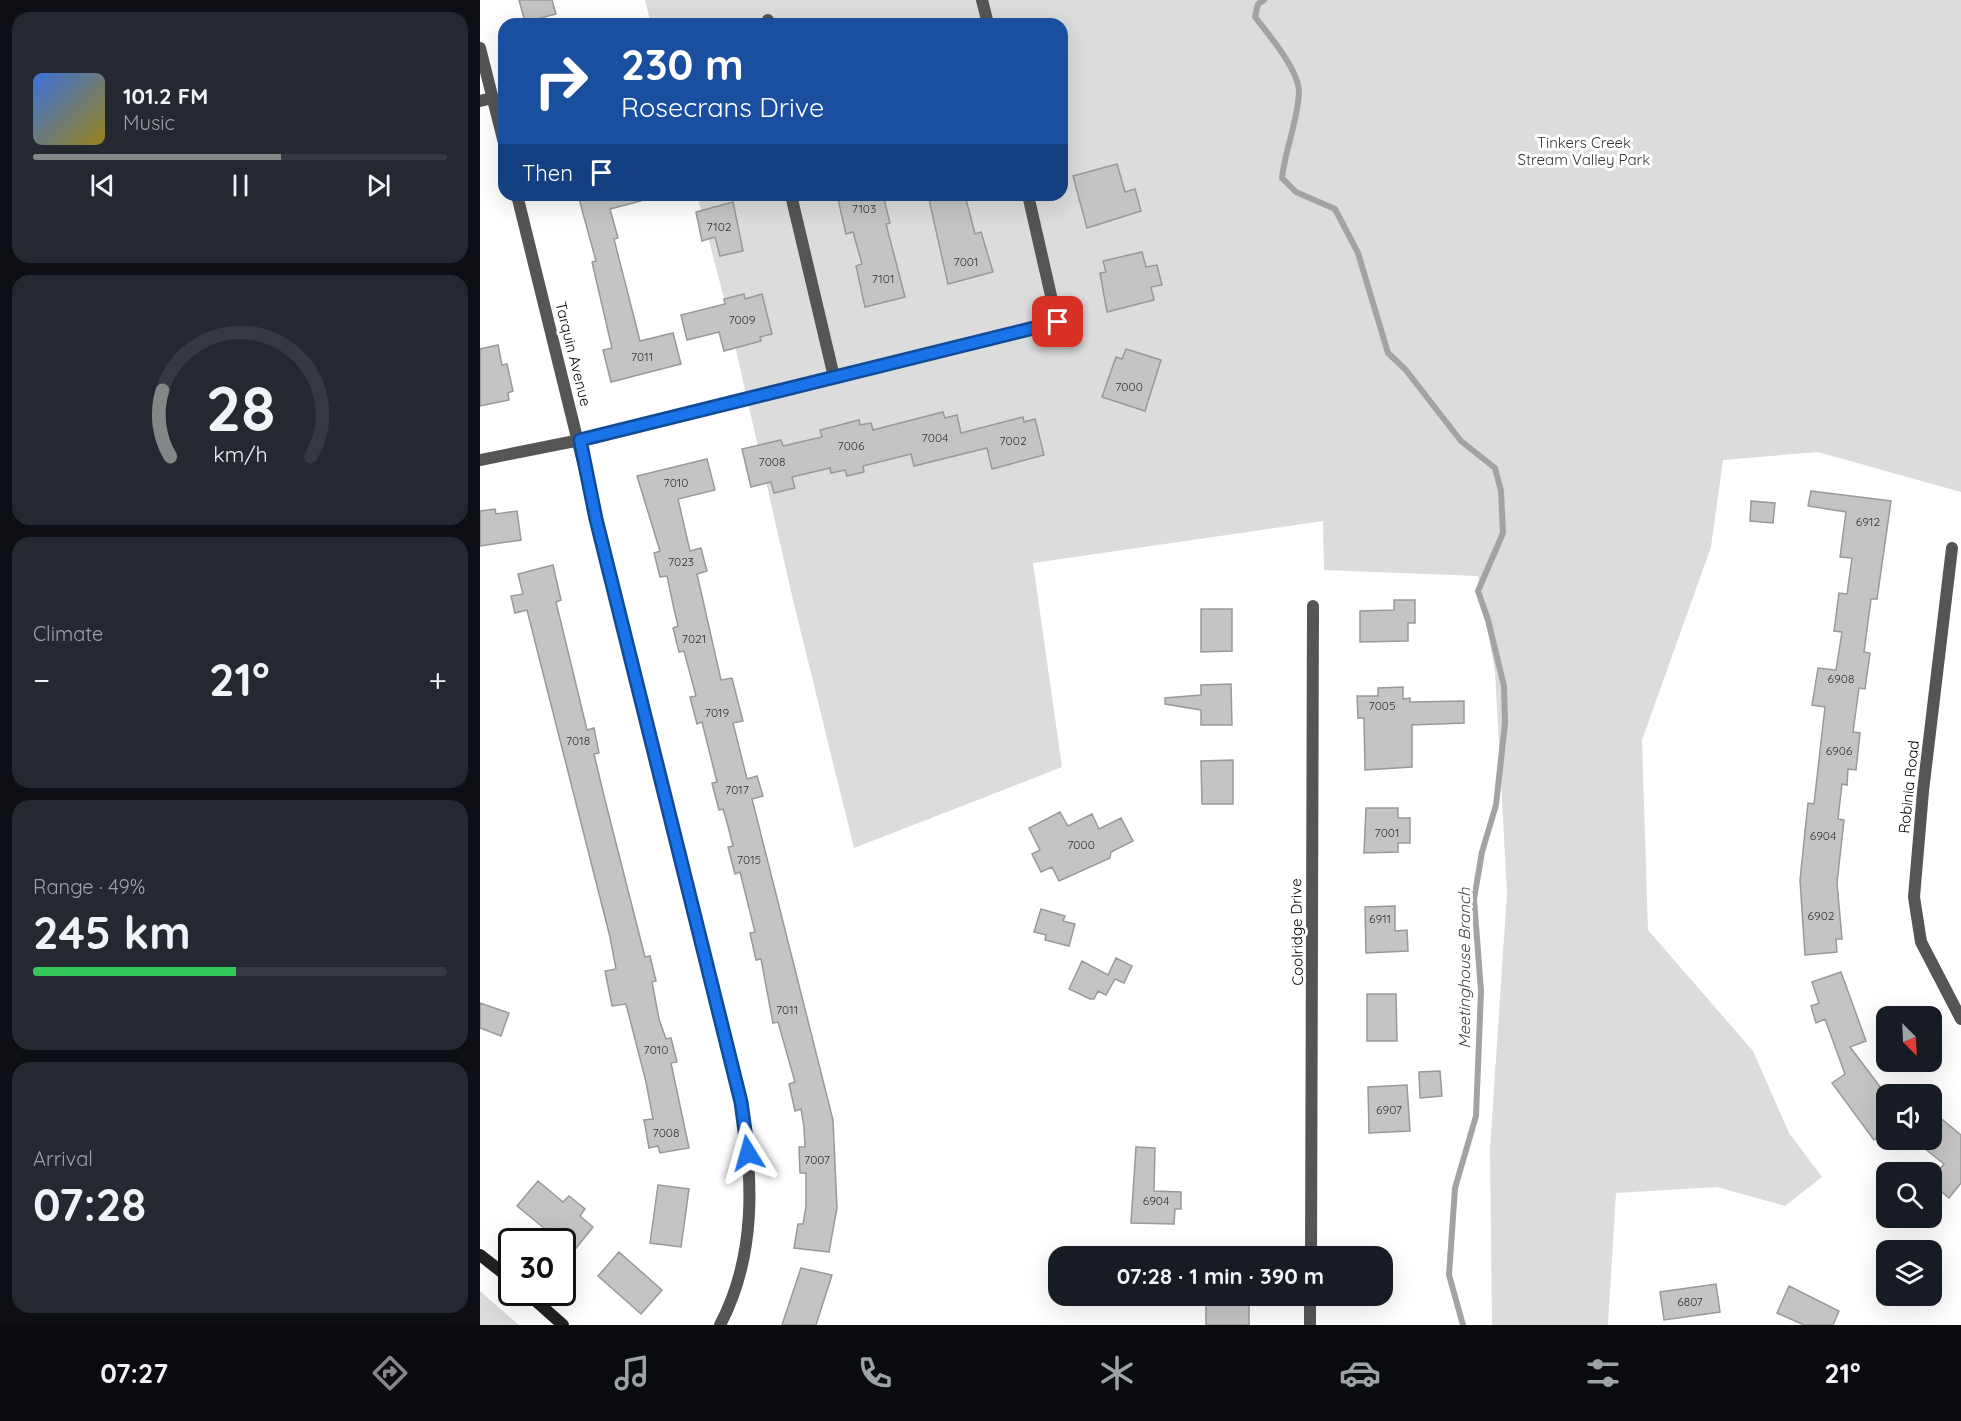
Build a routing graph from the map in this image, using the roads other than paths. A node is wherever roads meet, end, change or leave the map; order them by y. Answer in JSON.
{"nodes":[{"id":1,"x":982,"y":0,"type":"edge"},
{"id":2,"x":986,"y":18,"type":"edge"},
{"id":3,"x":480,"y":48,"type":"edge"},
{"id":4,"x":486,"y":100,"type":"edge"},
{"id":5,"x":498,"y":129,"type":"edge"},
{"id":6,"x":519,"y":201,"type":"edge"},
{"id":7,"x":791,"y":201,"type":"edge"},
{"id":8,"x":1029,"y":201,"type":"edge"},
{"id":9,"x":834,"y":376,"type":"junction"},
{"id":10,"x":580,"y":440,"type":"junction"},
{"id":11,"x":480,"y":460,"type":"edge"},
{"id":12,"x":1952,"y":548,"type":"dead end"},
{"id":13,"x":1313,"y":606,"type":"dead end"},
{"id":14,"x":1961,"y":1019,"type":"edge"},
{"id":15,"x":1311,"y":1246,"type":"edge"},
{"id":16,"x":480,"y":1255,"type":"edge"},
{"id":17,"x":498,"y":1269,"type":"edge"},
{"id":18,"x":542,"y":1306,"type":"edge"},
{"id":19,"x":1310,"y":1306,"type":"edge"},
{"id":20,"x":563,"y":1325,"type":"edge"},
{"id":21,"x":720,"y":1325,"type":"edge"},
{"id":22,"x":1310,"y":1325,"type":"edge"}],
"edges":[{"from":1,"to":2,"type":"street"},
{"from":3,"to":4,"type":"street"},
{"from":4,"to":5,"type":"street"},
{"from":6,"to":10,"type":"street","name":"Tarquin Avenue"},
{"from":7,"to":9,"type":"street"},
{"from":8,"to":9,"type":"street"},
{"from":9,"to":10,"type":"street"},
{"from":10,"to":11,"type":"street"},
{"from":10,"to":21,"type":"street","name":"Tarquin Avenue"},
{"from":12,"to":14,"type":"street","name":"Robinia Road"},
{"from":13,"to":15,"type":"street","name":"Coolridge Drive"},
{"from":16,"to":17,"type":"main road"},
{"from":18,"to":20,"type":"main road"},
{"from":19,"to":22,"type":"street"}]}
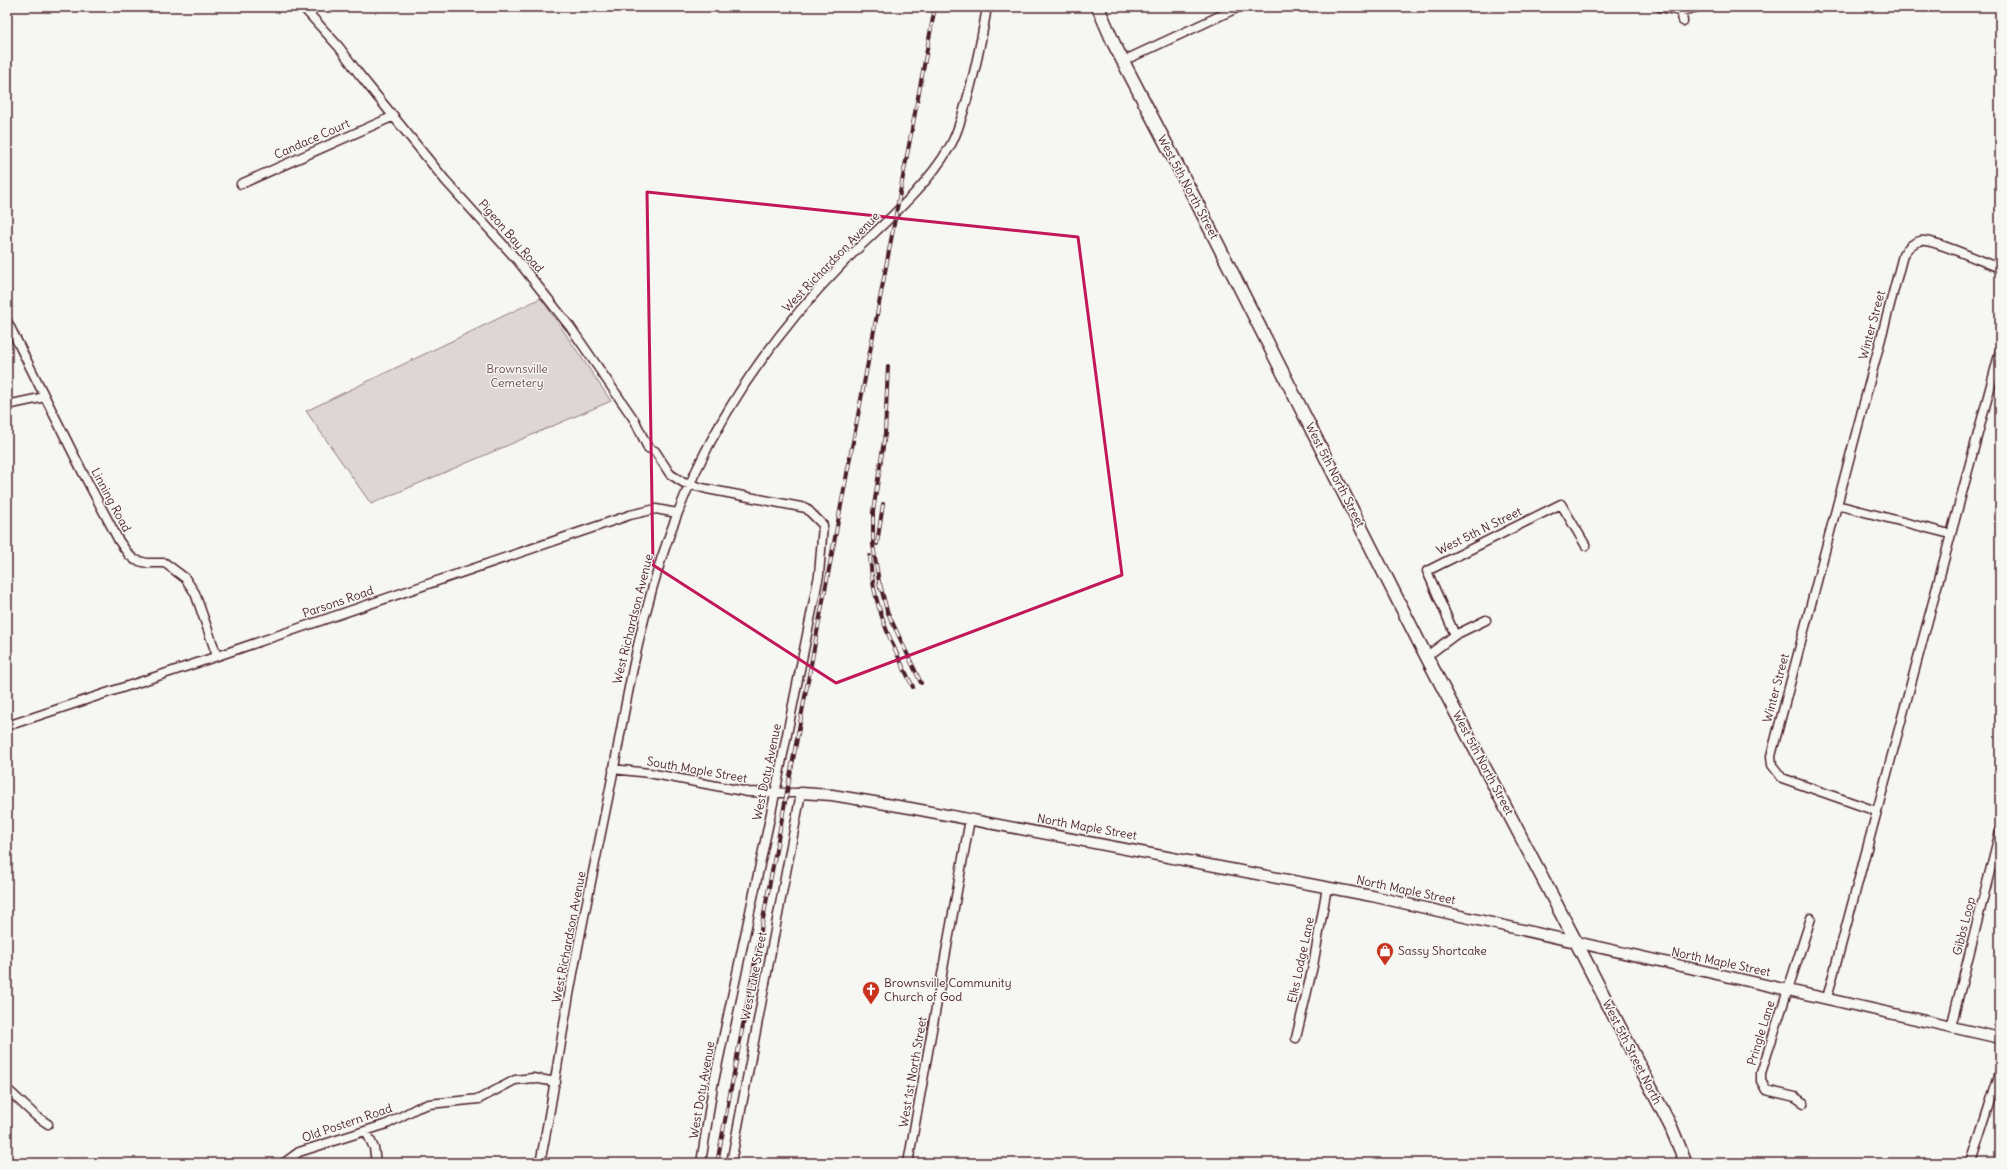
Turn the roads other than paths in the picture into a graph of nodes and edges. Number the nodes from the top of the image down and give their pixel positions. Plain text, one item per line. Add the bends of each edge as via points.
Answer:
1 (303, 7) edge
2 (987, 7) edge
3 (1098, 7) edge
4 (1239, 7) edge
5 (1660, 7) edge
6 (1698, 7) edge
7 (1681, 11) junction
8 (1683, 21) dead end
9 (1123, 61) junction
10 (394, 116) junction
11 (240, 184) dead end
12 (2000, 268) edge
13 (7, 321) edge
14 (2000, 351) edge
15 (44, 397) junction
16 (7, 405) edge
17 (690, 484) junction
18 (1837, 504) junction
19 (677, 513) junction
20 (1950, 534) junction
21 (1586, 546) dead end
22 (1486, 620) dead end
23 (1455, 635) junction
24 (217, 656) junction
25 (1427, 656) junction
26 (7, 726) edge
27 (613, 769) junction
28 (801, 793) junction
29 (776, 794) junction
30 (1876, 811) junction
31 (970, 819) junction
32 (2000, 831) edge
33 (1327, 887) junction
34 (1811, 918) dead end
35 (1576, 942) junction
36 (1787, 990) junction
37 (1827, 998) junction
38 (1951, 1027) junction
39 (1296, 1038) dead end
40 (2000, 1038) edge
41 (2000, 1072) edge
42 (556, 1082) junction
43 (7, 1089) edge
44 (1804, 1103) dead end
45 (48, 1124) dead end
46 (366, 1131) junction
47 (284, 1163) edge
48 (376, 1163) edge
49 (540, 1163) edge
50 (701, 1163) edge
51 (731, 1163) edge
52 (908, 1163) edge
53 (1686, 1163) edge
54 (1971, 1163) edge

1 - 10 street, Pigeon Bay Road via 339,47
2 - 17 street, West Richardson Avenue via 974,79 951,146 912,195 821,286 777,337 719,425
3 - 9 main road, West 5th North Street
4 - 9 street
5 - 7 street
6 - 7 street
7 - 8 street
9 - 25 main road, West 5th North Street via 1200,207
10 - 11 street, Candace Court
10 - 17 street, Pigeon Bay Road via 445,180 518,261 571,328 635,421 648,448 655,451 670,474
12 - 18 street, Winter Street via 1928,241 1920,241 1908,248 1903,255
13 - 15 street, Linning Road
14 - 20 street
15 - 16 street
15 - 24 street, Linning Road via 114,532 129,555 140,562 165,563 178,571 192,587
17 - 19 street, West Richardson Avenue
17 - 29 street, West Doty Avenue via 806,508 823,525 819,575
18 - 20 street
18 - 30 street, Winter Street via 1771,756 1772,765 1782,778
19 - 24 street, Parsons Road via 656,509 630,515
19 - 27 street, West Richardson Avenue via 663,549 644,615
20 - 30 street
21 - 23 street, West 5th N Street via 1561,504 1426,571
22 - 23 street
23 - 25 street
24 - 26 street, Parsons Road
25 - 35 main road, West 5th North Street
27 - 29 street, South Maple Street via 650,773 748,792
27 - 42 street, West Richardson Avenue via 565,1017
28 - 29 street, South Maple Street
28 - 31 street, North Maple Street via 832,795
28 - 51 street, West Luke Street
29 - 50 street, West Doty Avenue via 713,1086
30 - 37 street
31 - 33 street, North Maple Street
31 - 52 street, West 1st North Street
32 - 38 street, Gibbs Loop
33 - 35 street, North Maple Street
33 - 39 street, Elks Lodge Lane via 1313,966
34 - 36 street, Pringle Lane
35 - 36 street, North Maple Street
35 - 53 main road, West 5th Street North via 1667,1120
36 - 37 street, North Maple Street
36 - 44 street, Pringle Lane via 1761,1073 1761,1081 1766,1090 1795,1097
37 - 38 street, North Maple Street
38 - 40 street, North Maple Street
41 - 54 street
42 - 46 street, Old Postern Road via 532,1078 514,1080 479,1099 429,1104
42 - 49 street, West Richardson Avenue
43 - 45 street
46 - 47 street, Old Postern Road via 299,1152
46 - 48 street via 374,1148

TASK: Scan the entries above for the word "nodes". Report the lines that hold it.

SOLUTION:
{"nodes":[{"id":1,"x":982,"y":0,"type":"edge"},
Turn the roads other than paths in the picture into a graph of nodes and edges. Number the nodes from the top of the image down and give their pixel positions. Plain text, one item per line. Add the bends of each edge as via points.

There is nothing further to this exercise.